Task directions ▸
Where in the data below does the word "dead" appear? Copy each line that holds it.

Available data ▸
------------------------------

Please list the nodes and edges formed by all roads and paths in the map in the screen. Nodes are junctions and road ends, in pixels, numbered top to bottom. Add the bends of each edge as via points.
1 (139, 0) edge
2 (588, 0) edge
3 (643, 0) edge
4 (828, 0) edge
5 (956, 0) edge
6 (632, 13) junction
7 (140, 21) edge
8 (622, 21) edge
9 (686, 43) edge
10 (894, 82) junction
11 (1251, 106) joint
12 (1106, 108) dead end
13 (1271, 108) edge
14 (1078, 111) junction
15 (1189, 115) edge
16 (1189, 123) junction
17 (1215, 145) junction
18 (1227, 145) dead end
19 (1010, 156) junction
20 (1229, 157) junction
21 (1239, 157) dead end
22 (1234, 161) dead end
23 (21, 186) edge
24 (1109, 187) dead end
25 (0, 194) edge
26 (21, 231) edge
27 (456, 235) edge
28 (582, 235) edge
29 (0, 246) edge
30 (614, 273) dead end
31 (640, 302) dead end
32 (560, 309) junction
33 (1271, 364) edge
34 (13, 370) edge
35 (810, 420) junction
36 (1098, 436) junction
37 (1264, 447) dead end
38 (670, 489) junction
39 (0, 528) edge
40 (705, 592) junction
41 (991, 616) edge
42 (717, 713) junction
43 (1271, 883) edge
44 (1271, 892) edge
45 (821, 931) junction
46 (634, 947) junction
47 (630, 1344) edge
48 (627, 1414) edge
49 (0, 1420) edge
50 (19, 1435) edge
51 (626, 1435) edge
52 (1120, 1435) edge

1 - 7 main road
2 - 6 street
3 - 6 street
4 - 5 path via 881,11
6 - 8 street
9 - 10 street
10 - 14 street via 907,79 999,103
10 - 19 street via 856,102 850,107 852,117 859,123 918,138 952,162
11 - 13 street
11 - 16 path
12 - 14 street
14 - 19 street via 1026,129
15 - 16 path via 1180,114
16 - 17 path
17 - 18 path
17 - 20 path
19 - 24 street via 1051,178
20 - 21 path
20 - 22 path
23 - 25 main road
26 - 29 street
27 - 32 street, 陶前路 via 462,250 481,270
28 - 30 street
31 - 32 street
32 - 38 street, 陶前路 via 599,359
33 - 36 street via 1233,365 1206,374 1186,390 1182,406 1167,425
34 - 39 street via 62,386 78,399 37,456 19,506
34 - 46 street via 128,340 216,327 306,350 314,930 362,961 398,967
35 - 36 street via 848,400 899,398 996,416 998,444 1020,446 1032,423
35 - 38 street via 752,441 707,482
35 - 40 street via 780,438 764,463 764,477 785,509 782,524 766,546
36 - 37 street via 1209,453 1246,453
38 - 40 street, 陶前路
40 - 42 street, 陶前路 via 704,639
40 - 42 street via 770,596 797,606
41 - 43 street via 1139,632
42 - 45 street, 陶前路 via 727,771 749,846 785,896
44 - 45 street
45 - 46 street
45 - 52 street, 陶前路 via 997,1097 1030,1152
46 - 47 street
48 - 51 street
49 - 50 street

------------------------------

Answer for this exercise ▸
12 (1106, 108) dead end
18 (1227, 145) dead end
21 (1239, 157) dead end
22 (1234, 161) dead end
24 (1109, 187) dead end
30 (614, 273) dead end
31 (640, 302) dead end
37 (1264, 447) dead end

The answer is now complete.